The only viable way to surmount the BRI then is to create a mechanism that includes African stakeholders through a common institution that can “monitor the timely completion of projects and also ensure quality control”, which is where China’s BRI lags.

Dr Oliver notes: “A priori there does not appear that the two initiatives cannot be made to complement one another. Although credible commitment is a potential concern (i.e. can China or Japan-India credibly commit not to exclude the other or use its investments to harm their interests), the fact that commitment is a potential concern does not mean that arrangements cannot be made of address issue.”

Weighing in on the matter, Dr Kan observes: “Singapore is an open economy with a multi-pronged approach to foreign affairs and economic policies. Besides the BRI and AAGC, Singapore is also actively involved in the Comprehensive and Progressive Agreement for Trans-Pacific Partnership (CPTPP), and have tax treaties and MOUs with several countries.”

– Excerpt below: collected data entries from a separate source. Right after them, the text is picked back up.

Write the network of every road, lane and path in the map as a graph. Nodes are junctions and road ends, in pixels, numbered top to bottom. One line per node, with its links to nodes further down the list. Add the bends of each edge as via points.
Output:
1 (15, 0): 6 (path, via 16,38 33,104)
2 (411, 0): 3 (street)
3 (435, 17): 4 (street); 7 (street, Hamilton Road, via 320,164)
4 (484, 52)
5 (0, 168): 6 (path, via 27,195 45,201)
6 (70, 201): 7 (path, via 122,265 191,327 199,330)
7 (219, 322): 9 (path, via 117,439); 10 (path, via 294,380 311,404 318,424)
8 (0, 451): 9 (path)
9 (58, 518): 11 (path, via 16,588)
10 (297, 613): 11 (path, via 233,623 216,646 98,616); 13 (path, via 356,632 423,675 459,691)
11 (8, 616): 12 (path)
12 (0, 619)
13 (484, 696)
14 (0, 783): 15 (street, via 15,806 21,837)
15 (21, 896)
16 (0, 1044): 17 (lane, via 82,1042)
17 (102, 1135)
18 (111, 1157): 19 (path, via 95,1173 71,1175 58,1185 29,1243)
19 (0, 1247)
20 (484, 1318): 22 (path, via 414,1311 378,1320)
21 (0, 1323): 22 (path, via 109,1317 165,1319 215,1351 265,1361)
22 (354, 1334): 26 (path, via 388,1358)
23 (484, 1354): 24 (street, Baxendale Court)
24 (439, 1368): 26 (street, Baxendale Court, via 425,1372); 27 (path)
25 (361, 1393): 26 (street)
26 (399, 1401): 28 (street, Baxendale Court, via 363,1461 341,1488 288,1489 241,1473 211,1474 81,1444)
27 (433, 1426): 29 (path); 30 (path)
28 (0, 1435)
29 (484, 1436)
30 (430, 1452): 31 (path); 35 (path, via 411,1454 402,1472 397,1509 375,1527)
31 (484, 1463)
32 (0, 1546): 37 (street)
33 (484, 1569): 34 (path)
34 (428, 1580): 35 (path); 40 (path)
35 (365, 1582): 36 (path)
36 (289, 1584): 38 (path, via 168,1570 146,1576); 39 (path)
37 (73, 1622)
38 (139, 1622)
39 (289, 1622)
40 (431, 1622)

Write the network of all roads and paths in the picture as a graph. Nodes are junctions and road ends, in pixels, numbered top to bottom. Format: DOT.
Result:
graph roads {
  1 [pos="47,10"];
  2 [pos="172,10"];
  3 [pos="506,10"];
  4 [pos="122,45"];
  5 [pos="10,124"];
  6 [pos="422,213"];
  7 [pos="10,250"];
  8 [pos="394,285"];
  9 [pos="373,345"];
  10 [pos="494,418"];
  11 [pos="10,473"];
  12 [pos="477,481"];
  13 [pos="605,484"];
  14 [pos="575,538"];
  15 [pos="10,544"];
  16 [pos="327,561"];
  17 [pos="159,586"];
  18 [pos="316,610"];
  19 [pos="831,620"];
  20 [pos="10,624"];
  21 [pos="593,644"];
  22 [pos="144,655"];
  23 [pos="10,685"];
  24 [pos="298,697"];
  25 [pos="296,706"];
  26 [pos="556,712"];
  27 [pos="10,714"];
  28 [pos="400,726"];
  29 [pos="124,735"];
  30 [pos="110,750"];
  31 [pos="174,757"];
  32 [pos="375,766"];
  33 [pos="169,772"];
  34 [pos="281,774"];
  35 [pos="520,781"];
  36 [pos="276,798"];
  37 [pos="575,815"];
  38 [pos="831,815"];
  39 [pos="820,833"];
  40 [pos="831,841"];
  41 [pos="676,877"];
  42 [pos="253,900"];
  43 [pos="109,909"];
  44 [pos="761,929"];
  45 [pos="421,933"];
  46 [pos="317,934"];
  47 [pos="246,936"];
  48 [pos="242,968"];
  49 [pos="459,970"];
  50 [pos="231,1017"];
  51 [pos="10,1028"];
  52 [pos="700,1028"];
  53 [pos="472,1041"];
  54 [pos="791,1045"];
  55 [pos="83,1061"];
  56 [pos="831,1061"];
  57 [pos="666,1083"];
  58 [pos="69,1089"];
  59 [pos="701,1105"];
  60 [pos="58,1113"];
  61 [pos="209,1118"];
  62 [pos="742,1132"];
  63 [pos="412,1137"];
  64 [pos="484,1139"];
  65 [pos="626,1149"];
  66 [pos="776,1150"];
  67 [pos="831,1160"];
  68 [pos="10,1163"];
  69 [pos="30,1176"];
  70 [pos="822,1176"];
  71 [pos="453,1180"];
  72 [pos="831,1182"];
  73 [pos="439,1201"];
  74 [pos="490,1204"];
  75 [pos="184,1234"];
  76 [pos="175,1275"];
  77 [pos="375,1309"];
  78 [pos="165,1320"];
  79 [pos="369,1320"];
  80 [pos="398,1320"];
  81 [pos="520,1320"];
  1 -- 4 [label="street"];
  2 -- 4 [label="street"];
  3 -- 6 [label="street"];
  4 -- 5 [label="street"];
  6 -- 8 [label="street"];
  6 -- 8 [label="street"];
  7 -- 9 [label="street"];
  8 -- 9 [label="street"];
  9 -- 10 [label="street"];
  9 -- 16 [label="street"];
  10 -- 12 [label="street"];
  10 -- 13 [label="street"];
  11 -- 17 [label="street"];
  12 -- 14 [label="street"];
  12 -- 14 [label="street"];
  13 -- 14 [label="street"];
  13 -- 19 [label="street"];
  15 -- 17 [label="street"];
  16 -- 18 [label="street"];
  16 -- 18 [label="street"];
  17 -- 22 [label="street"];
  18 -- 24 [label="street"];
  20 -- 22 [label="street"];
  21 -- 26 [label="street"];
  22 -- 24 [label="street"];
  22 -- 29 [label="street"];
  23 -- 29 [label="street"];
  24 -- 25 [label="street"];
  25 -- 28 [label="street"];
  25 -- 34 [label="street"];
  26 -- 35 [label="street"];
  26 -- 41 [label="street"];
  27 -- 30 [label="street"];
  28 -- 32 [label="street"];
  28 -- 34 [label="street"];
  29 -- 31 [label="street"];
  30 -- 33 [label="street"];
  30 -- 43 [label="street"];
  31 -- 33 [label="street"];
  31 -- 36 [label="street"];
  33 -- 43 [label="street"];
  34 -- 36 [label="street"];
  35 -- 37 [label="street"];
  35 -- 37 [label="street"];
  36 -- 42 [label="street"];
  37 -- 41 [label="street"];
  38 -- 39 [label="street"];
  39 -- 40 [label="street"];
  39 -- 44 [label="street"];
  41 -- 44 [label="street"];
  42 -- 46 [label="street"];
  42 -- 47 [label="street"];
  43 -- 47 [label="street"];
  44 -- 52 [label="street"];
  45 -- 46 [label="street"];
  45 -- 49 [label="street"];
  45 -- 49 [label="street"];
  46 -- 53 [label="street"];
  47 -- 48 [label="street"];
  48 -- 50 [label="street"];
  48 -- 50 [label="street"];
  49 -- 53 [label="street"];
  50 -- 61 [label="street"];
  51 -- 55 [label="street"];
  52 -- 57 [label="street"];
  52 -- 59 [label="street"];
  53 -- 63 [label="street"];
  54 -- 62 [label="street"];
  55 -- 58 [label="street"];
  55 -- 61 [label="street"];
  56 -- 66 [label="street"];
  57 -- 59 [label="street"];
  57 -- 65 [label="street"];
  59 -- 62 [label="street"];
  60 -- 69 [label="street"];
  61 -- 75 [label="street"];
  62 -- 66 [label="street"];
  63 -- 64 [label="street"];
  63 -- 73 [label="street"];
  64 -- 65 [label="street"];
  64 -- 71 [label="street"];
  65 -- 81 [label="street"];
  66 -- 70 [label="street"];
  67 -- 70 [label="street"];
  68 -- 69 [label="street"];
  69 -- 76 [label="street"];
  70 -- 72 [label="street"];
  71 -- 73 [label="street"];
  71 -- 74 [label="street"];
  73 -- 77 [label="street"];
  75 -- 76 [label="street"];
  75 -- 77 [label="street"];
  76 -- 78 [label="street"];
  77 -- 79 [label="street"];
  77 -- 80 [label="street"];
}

Noting that the city-state maintains “competitive advantages as the leading clean energy hub” for Southeast Asia, Dr Kan argues that this has attracted foreign businesses from Indonesia and Japan to adopt Singapore as a reference market for testing their products and services prior to expansion into neighbouring regional countries.

Adding that its strength as a global financial centre with a “strong network of financial institutions with excellent governance” has drawn firms to Singapore to pursue fundraising activities, Dr Kan expects the BRI to “further increase the opportunities for professional services firms in Singapore to raise and distribute equity and debt capital” that will facilitate further investment around Southeast Asia.

With Singapore seeking deeper business ties in Africa’s emerging markets, it could leverage elements of its international branding in Africa, as well as to explore ways through which it could serve as a platform to merge these two competing geo-economic initiatives. Such a move could leverage its established neutrality, as well as augment its current position as the Chair of ASEAN.

Singapore’s GDP and external economy growing in tandem, from 1980 to 2010. Credit: Enterprise Singapore

Additionally, doing so would enhance the development of its external economy, whose development has been driven by global macroeconomic trends.

The strength of this external economy is measure by the robust growth in Export of Goods, Export of Services and Direct Investment Abroad (DIA) by Singapore-based companies, with its stock of DIA growing by a multiple of 25X from S$17 billion in S$426 billion between 1990 and 2010.

Singapore’s DIA growth from 2006 to 2015. Source:

Given these various factors at play, it is in Singapore’s economic self-interest to explore supporting both initiatives and bridging both the AAGC and BRI through a single platform; beyond being aligned with existing core principles of its foreign policy, it also mitigates the risk that can come from shocks in the capital markets of China, the US and neighbouring nations.